For portfolio allocation: State the recommended stock/bond split with rationale. Include a rebalancing rule.

Critical Reminders

  1. Price and value are different things. A rising price does not make a stock safer; a falling price does not make it more dangerous — unless the underlying business has deteriorated.
  2. The margin of safety is not optional. It is the single concept that separates investment from speculation. Never waive it for an "exciting" opportunity.
  3. Never forecast the market. The future of security prices is never predictable. Allocation decisions should be based on current valuations vs. historical standards, not predictions.

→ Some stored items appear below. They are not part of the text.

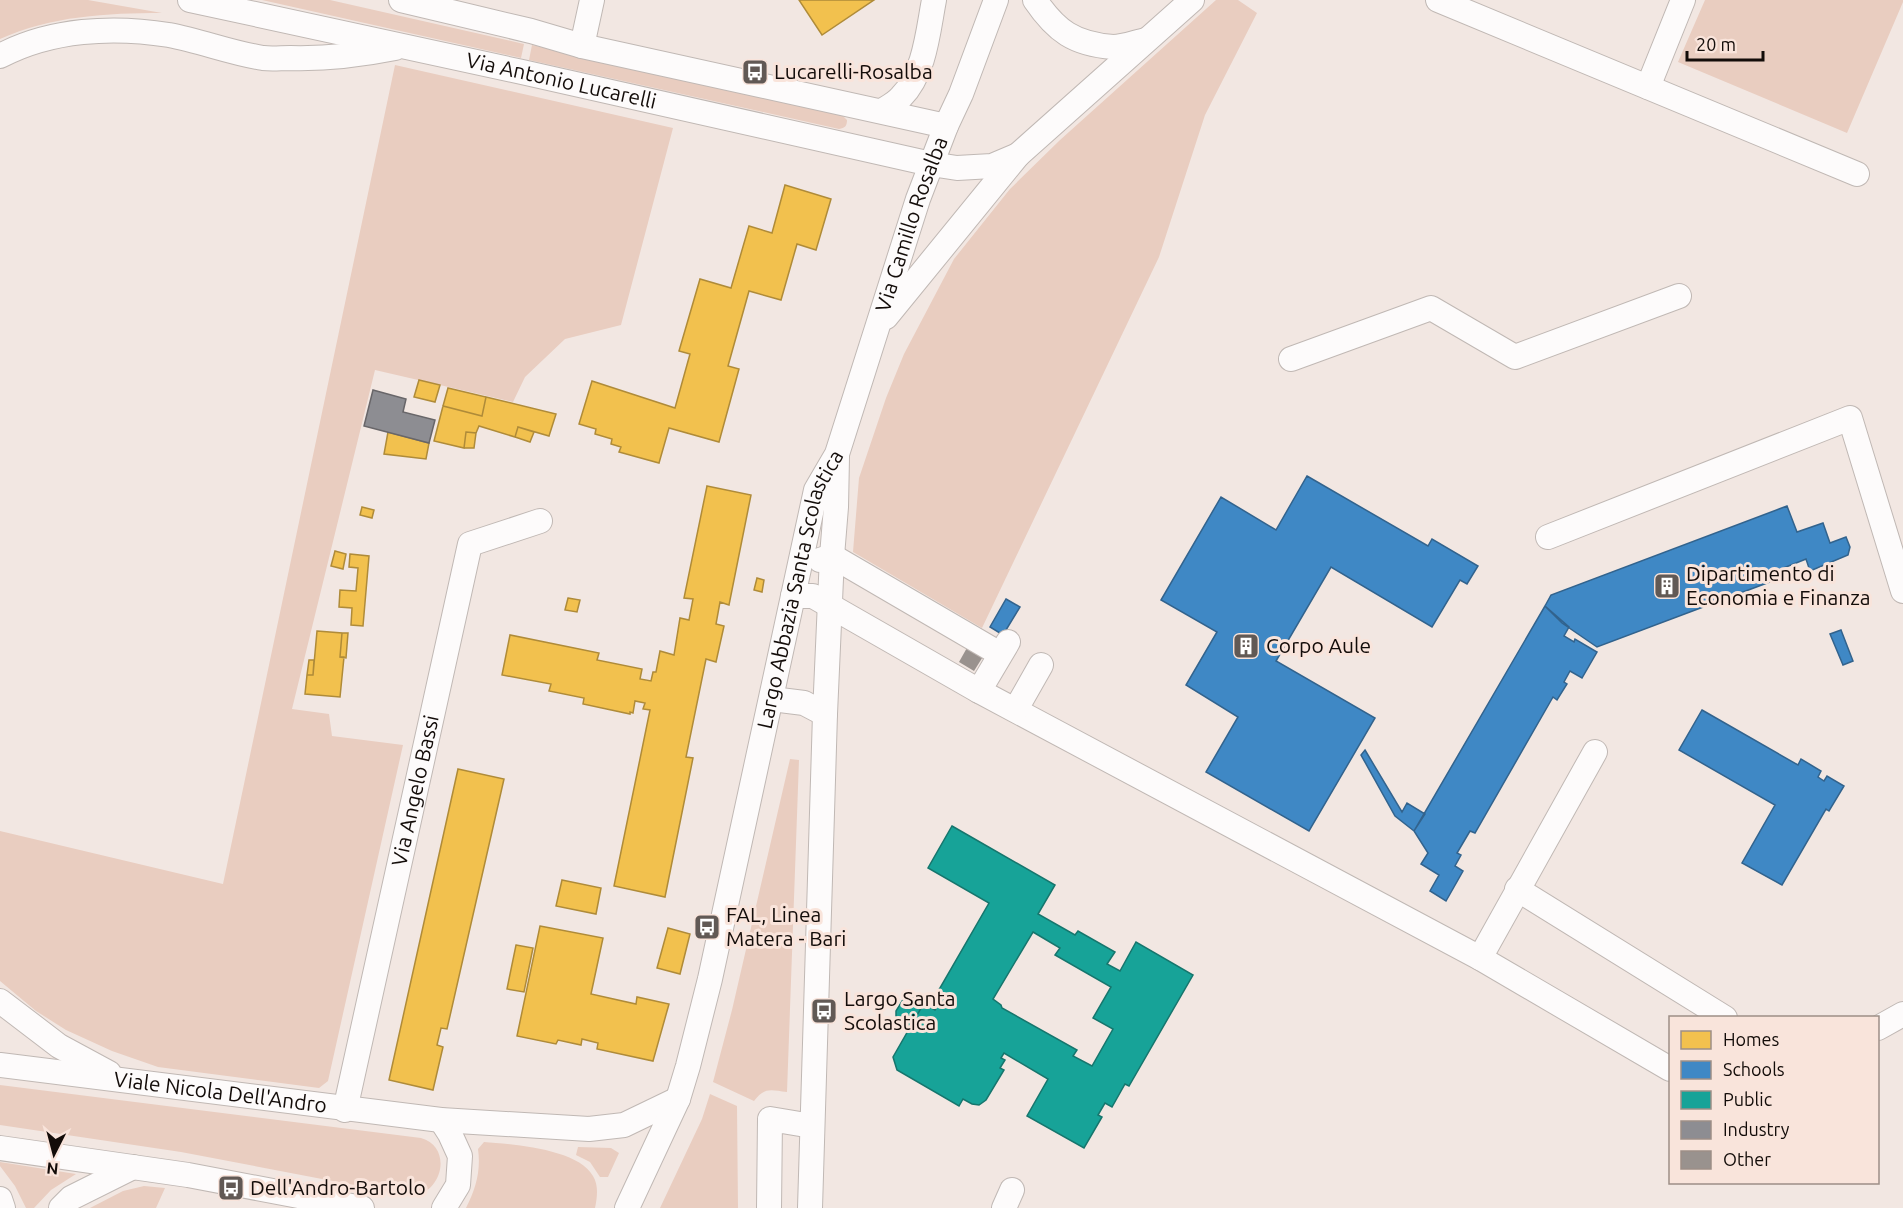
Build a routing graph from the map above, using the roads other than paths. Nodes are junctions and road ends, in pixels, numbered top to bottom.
1 (190, 0) edge
2 (401, 0) edge
3 (592, 0) edge
4 (996, 0) edge
5 (1035, 0) edge
6 (1192, 0) edge
7 (1438, 0) edge
8 (1683, 0) edge
9 (935, 4) edge
10 (470, 9) edge
11 (1150, 39) junction
12 (403, 46) junction
13 (582, 46) junction
14 (0, 56) edge
15 (1648, 87) junction
16 (873, 109) junction
17 (946, 126) junction
18 (854, 147) junction
19 (1018, 155) junction
20 (931, 164) junction
21 (1857, 174) dead end
22 (1679, 296) dead end
23 (877, 328) junction
24 (1291, 359) dead end
25 (837, 454) junction
26 (540, 521) dead end
27 (1548, 537) dead end
28 (802, 555) junction
29 (832, 556) junction
30 (1903, 591) edge
31 (794, 596) junction
32 (830, 607) junction
33 (1041, 665) dead end
34 (979, 690) junction
35 (772, 699) junction
36 (1016, 709) junction
37 (825, 714) junction
38 (1595, 752) dead end
39 (1517, 889) junction
40 (1479, 958) junction
41 (0, 1001) edge
42 (1903, 1014) edge
43 (1723, 1016) edge
44 (1879, 1027) edge
45 (0, 1065) edge
46 (1669, 1067) edge
47 (122, 1080) junction
48 (678, 1099) junction
49 (345, 1110) junction
50 (441, 1120) junction
51 (812, 1126) junction
52 (0, 1148) edge
53 (133, 1167) junction
54 (0, 1199) edge
55 (3, 1208) edge
56 (61, 1208) edge
57 (362, 1208) edge
58 (444, 1208) edge
59 (627, 1208) edge
60 (769, 1208) edge
61 (810, 1208) edge

1 - 12 street, Via Antonio Lucarelli
2 - 10 street, Via Antonio Lucarelli
3 - 13 street
4 - 17 street, Via Camillo Rosalba
5 - 11 street
6 - 11 street
7 - 15 street
8 - 15 street
9 - 16 street
10 - 13 street, Via Antonio Lucarelli
11 - 19 street
12 - 14 street
12 - 18 street, Via Antonio Lucarelli
13 - 16 street, Via Antonio Lucarelli
15 - 21 street
16 - 17 street, Via Antonio Lucarelli
16 - 18 street
17 - 20 street, Via Camillo Rosalba
18 - 20 street, Via Antonio Lucarelli
19 - 20 street, Via Antonio Lucarelli
19 - 23 street
20 - 23 street, Via Camillo Rosalba
22 - 24 street
23 - 25 street, Via Camillo Rosalba
25 - 28 street, Largo Abbazia Santa Scolastica
25 - 29 street, Largo Abbazia Santa Scolastica
26 - 49 street, Via Angelo Bassi
27 - 30 street
28 - 29 street
28 - 31 street, Largo Abbazia Santa Scolastica
29 - 32 street, Largo Abbazia Santa Scolastica
29 - 34 street
31 - 32 street
31 - 35 street, Largo Abbazia Santa Scolastica
32 - 34 street
32 - 37 street, Largo Abbazia Santa Scolastica
33 - 36 street
34 - 36 street
35 - 37 street
35 - 48 street, Largo Abbazia Santa Scolastica
36 - 40 street
37 - 51 street, Largo Abbazia Santa Scolastica
38 - 39 street
39 - 40 street
39 - 43 street
40 - 46 street
41 - 47 street
42 - 44 street
45 - 47 street, Viale Nicola Dell'Andro
47 - 49 street, Viale Nicola Dell'Andro
48 - 50 street, Viale Nicola Dell'Andro
48 - 59 street
49 - 50 street, Viale Nicola Dell'Andro
50 - 58 street
51 - 60 street
51 - 61 street, Largo Abbazia Santa Scolastica
52 - 53 street
53 - 56 street
53 - 57 street
54 - 55 street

  4. Separate investment and speculation accounts. If the user insists on speculating, help them do it safely in a separate, limited fund — never mixed with investment capital.
  5. Diversification is the mechanical realization of the margin of safety. A single stock with a margin of safety can still lose money; 20 stocks with margins of safety almost certainly will not produce aggregate loss.
  6. The intelligent investor's greatest enemy is themselves. Emotional responses to Mr. Market are the primary source of investment losses. The framework exists to make decisions mechanical and emotion-free.
  7. Quality is not a substitute for price. The best company in the world bought at 40× earnings provides no margin of safety. Even mediocre businesses become sound investments at sufficiently low prices.